USA – A group of institutional investors is urging companies to tie CEO pay to equitable access to the COVID vaccine.

Pay packages for CEOs at COVID vaccine makers Pfizer, Johnson & Johnson, Moderna and AstraZeneca should be tied to making their shots available around the globe, a group of institutional investors wrote in a letter to the companies’ boards, Reuters reports.

According to News wire, the investors want drugmakers to use a WHO roadmap for vaccine equity as a component in evaluating executive pay “in a meaningful, material, measurable, and transparent way.”

According to Reuters, the 65 investors manage a total of US$3.5 trillion in assets, but it’s unclear how much each of them owns in the four companies.

Participants include Achmea Investment Management, Nomura, Investec, Boston Common Asset Management, Candriam, GAM, Aegon, and PGGM.

Compensation for biopharma CEOs is typically measured against corporate financial goals, return on investment to shareholders, and clinical and regulatory development milestones.

From that vantage point, the successful development of COVID vaccines has all contributed to the 2020 pay packages of CEOs at Pfizer, J&J, Moderna, and AZ.

However, environmental, social, and governance (ESG) factors have begun to take their place in CEO pay reviews, as investors place a greater emphasis on these nonfinancial risk factors.

For example, in evaluating CEO Pascal Soriot’s 2020 annual bonus, AZ includes an ESG section that includes “access to healthcare.”

AstraZeneca, in collaboration with the Serum Institute of India, has been a driving force in providing COVID shots to low- and middle-income countries, owing to the vaccine’s less stringent storage requirements.

By the end of September, the two had delivered over 145 million doses of Vaxzevria to COVAX, a global vaccine distribution initiative that serves underserved areas.

The shot, also known as Covishield in India, is said to have accounted for 90% of the 1.3 billion doses administered in the country as of early December.

A shareholder proposal in J&J’s 2021 proxy filing requested that the company’s board report on how government financial support will affect access to the pharma giant’s COVID vaccines and therapeutics.

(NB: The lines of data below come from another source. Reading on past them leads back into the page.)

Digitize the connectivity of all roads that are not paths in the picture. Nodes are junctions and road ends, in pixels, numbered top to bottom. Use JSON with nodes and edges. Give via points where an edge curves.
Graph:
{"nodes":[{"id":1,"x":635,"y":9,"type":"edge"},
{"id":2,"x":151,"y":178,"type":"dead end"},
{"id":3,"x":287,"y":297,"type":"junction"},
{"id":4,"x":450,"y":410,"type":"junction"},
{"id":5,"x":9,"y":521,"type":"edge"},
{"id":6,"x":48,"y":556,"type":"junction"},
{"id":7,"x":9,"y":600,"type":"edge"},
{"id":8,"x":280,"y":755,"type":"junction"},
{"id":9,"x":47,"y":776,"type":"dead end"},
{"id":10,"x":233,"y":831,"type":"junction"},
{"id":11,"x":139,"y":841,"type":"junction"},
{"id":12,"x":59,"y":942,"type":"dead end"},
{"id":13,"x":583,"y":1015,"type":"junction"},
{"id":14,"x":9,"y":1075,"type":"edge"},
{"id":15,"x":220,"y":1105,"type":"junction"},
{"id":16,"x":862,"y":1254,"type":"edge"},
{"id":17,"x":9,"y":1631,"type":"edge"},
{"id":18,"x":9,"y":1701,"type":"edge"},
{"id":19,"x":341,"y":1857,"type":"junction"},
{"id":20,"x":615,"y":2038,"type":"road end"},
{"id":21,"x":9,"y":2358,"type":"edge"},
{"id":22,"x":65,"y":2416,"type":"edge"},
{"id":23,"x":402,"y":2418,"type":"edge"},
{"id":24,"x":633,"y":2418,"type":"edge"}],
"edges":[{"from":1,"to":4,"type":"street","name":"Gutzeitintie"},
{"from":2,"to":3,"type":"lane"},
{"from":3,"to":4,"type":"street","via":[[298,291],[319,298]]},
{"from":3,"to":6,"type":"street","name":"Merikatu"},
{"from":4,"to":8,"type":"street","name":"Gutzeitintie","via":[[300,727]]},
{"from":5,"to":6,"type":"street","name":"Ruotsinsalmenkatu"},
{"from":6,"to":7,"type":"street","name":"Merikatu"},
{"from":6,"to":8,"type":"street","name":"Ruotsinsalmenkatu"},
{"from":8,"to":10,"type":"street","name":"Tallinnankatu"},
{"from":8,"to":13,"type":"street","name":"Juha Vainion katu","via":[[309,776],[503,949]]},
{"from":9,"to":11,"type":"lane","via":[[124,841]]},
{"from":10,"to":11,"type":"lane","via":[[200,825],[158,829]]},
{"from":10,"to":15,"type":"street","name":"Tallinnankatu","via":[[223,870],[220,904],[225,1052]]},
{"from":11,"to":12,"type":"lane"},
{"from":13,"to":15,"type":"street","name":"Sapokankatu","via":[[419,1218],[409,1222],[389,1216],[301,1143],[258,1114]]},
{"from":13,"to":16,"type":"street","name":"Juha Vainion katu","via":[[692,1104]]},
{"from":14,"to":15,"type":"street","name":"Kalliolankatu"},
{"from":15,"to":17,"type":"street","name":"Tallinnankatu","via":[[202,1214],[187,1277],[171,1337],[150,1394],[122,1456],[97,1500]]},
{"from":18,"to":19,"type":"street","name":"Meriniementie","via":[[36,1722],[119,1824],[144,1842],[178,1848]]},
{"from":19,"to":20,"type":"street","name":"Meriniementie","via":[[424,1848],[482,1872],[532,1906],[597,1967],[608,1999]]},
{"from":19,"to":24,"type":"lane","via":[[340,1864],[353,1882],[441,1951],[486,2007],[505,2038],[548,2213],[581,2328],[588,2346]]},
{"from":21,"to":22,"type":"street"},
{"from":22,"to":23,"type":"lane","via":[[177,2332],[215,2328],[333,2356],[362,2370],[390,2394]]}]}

The J&J board of directors asked investors to vote against the proposal, citing the company’s commitment to provide up to 500 million vaccine doses to low-income countries.

Vaccine supplies to the LMICs

According to a company spokesperson, approximately 60% of J&J’s COVID vaccines were shipped to low- and middle-income countries by the end of 2021.

The company has agreed to ship 900 million doses of the vaccine to the African Union and COVAX by 2022. According to the spokesperson, it is also in final negotiations with South Africa’s Aspen Pharmacare to license the shot.

Pfizer, on the other hand, has pledged to deliver at least 1 billion doses of BioNTech-partnered Comirnaty to low- and middle-income countries each year through 2022. According to a Pfizer spokesperson, the two companies fulfilled their pledge in 2021.

In the case of Moderna, the biotech agreed to supply up to 150 million additional doses of its COVID shot to COVAX in 2022, on top of the 500 million doses it had agreed to supply in 2021 and 2022.

In addition, the company has a separate agreement to supply the African Union with 110 million doses.

Last year, Alex Gorsky, then-CEO of Johnson & Johnson, earned US$29.58 million in total 2020 pay, ranking third among his biopharma peers. Soriot received US$21.52 million from AZ, while Pfizer CEO Albert Bourla received US$21.03 million.

Moderna’s CEO Stephan Bancel received US$12.85 million for the COVID shot, the company’s only commercial product.